Public policy considerations seeking to prevent children born as a result of AID procedures from becoming public charges or being bastardized require that a presumption of consent exist and that a strong burden be placed on one seeking to rebut the presumption. C.M. v. C.C., 152 N.J. Super. 160, 166 (Cty.Ct. 1977). The same policy considerations are present whether the question presented is one of initial or continued consent. The absence of any authority limiting the continuing effectiveness of consent also leads to the conclusion that consent of the husband (in the case of married partners), once given, is presumed to be effective at the time when pregnancy occurs, *110 unless the husband establishes by clear and convincing evidence that such consent has been revoked or rescinded. Defendant has not met that burden.

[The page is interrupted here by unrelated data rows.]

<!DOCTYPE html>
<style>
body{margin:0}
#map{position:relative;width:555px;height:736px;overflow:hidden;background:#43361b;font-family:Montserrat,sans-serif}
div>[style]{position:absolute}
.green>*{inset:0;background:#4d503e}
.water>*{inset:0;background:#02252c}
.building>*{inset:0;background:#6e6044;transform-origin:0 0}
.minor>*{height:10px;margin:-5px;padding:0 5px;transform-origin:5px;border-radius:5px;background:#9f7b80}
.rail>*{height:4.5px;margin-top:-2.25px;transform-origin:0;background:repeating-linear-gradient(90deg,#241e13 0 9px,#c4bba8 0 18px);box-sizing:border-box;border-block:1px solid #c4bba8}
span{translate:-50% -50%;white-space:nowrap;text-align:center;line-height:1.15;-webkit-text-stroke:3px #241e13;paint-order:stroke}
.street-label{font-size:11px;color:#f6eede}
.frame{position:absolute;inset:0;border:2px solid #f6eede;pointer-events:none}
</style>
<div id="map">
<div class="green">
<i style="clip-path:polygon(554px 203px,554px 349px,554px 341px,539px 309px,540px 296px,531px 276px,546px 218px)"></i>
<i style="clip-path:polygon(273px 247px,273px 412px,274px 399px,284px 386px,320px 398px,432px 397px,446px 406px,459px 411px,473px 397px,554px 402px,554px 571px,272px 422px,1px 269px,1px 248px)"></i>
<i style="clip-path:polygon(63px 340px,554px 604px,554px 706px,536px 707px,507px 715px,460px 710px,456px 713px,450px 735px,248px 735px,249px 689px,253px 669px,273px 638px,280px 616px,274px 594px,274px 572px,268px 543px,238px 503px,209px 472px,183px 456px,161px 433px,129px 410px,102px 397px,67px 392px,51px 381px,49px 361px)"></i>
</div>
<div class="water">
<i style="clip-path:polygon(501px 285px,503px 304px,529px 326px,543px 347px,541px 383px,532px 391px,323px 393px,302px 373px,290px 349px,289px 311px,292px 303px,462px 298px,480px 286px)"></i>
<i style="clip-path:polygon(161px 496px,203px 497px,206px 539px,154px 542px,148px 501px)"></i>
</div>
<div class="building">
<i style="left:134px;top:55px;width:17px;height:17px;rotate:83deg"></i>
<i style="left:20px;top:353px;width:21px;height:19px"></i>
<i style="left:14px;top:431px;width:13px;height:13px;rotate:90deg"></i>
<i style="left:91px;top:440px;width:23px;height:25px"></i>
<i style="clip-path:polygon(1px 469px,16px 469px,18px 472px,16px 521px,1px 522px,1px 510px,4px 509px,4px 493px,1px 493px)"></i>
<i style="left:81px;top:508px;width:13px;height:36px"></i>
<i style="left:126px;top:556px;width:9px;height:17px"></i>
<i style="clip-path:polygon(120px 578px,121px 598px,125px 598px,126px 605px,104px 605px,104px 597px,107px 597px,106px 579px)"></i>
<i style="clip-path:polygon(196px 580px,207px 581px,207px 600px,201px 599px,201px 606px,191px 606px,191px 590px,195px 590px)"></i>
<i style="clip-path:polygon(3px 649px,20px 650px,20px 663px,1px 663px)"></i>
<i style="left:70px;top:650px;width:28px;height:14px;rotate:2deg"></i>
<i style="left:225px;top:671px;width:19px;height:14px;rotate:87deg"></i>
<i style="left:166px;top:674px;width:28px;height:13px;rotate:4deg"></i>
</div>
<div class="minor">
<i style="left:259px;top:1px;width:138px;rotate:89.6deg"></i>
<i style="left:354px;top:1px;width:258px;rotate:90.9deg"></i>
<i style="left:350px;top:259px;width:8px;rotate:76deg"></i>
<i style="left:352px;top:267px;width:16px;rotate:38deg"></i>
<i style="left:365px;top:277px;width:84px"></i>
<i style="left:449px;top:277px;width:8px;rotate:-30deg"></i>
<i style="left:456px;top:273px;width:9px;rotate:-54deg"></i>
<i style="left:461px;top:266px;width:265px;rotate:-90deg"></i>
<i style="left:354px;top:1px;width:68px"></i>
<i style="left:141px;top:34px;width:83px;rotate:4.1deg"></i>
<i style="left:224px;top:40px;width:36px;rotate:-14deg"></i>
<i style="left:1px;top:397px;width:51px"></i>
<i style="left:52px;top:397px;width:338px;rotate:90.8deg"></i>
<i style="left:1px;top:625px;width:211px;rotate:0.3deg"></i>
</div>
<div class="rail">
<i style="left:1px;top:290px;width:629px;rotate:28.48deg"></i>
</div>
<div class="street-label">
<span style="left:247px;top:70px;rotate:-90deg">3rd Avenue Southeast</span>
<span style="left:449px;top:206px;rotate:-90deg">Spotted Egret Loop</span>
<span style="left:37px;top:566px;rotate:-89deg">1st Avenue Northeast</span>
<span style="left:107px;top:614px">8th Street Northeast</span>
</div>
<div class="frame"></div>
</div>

Insofar as this is the case, the best interests of the child, the mother, the family unit and society are served by recognizing that the law surrounding AID insemination deals with the creation of a family unit and more particularly with the creation of parent-child relationships. Thus viewed, the public policy objectives served by legitimacy laws should similarly and consistently be applied in dealing with closely related problems presented by the use of AID techniques.

Accordingly, defendant is declared to be the lawful father of J.S. and as such bears at least partial responsibility for the child's support. The amount thereof is deferred pending submission by the parties of updated financial data to the court within 20 days of the date hereof.

The issue of custody is not disputed at all by defendant. Therefore, custody of J.S. is granted to plaintiff. Defendant is granted reasonable and liberal visitation with the child, should he choose to exercise it, subject to the requirement that he advise the plaintiff by telephone at least 24 hours in advance of each visit of his intention to exercise visitation.


[1] Defendant, after hearing that plaintiff had become pregnant, expressed several reasons for not wanting the pregnancy to continue. He resented the cost of the AID procedures; he expressed concern that the new child would cause him to fall further behind with regard to support obligations pertaining to three children by a former marriage; he did not know what the child would "look like"; he considered the child "to be a bastard," and generally, he felt bad about the pregnancy because "it wasn't my child."

[2] States which do not require consent to be in written form include Louisiana and Oregon. Maryland and Arkansas, while not requiring written consent, escape the problems affiliated with lack of formal consent requirements by the strong presumptions of consent discussed above.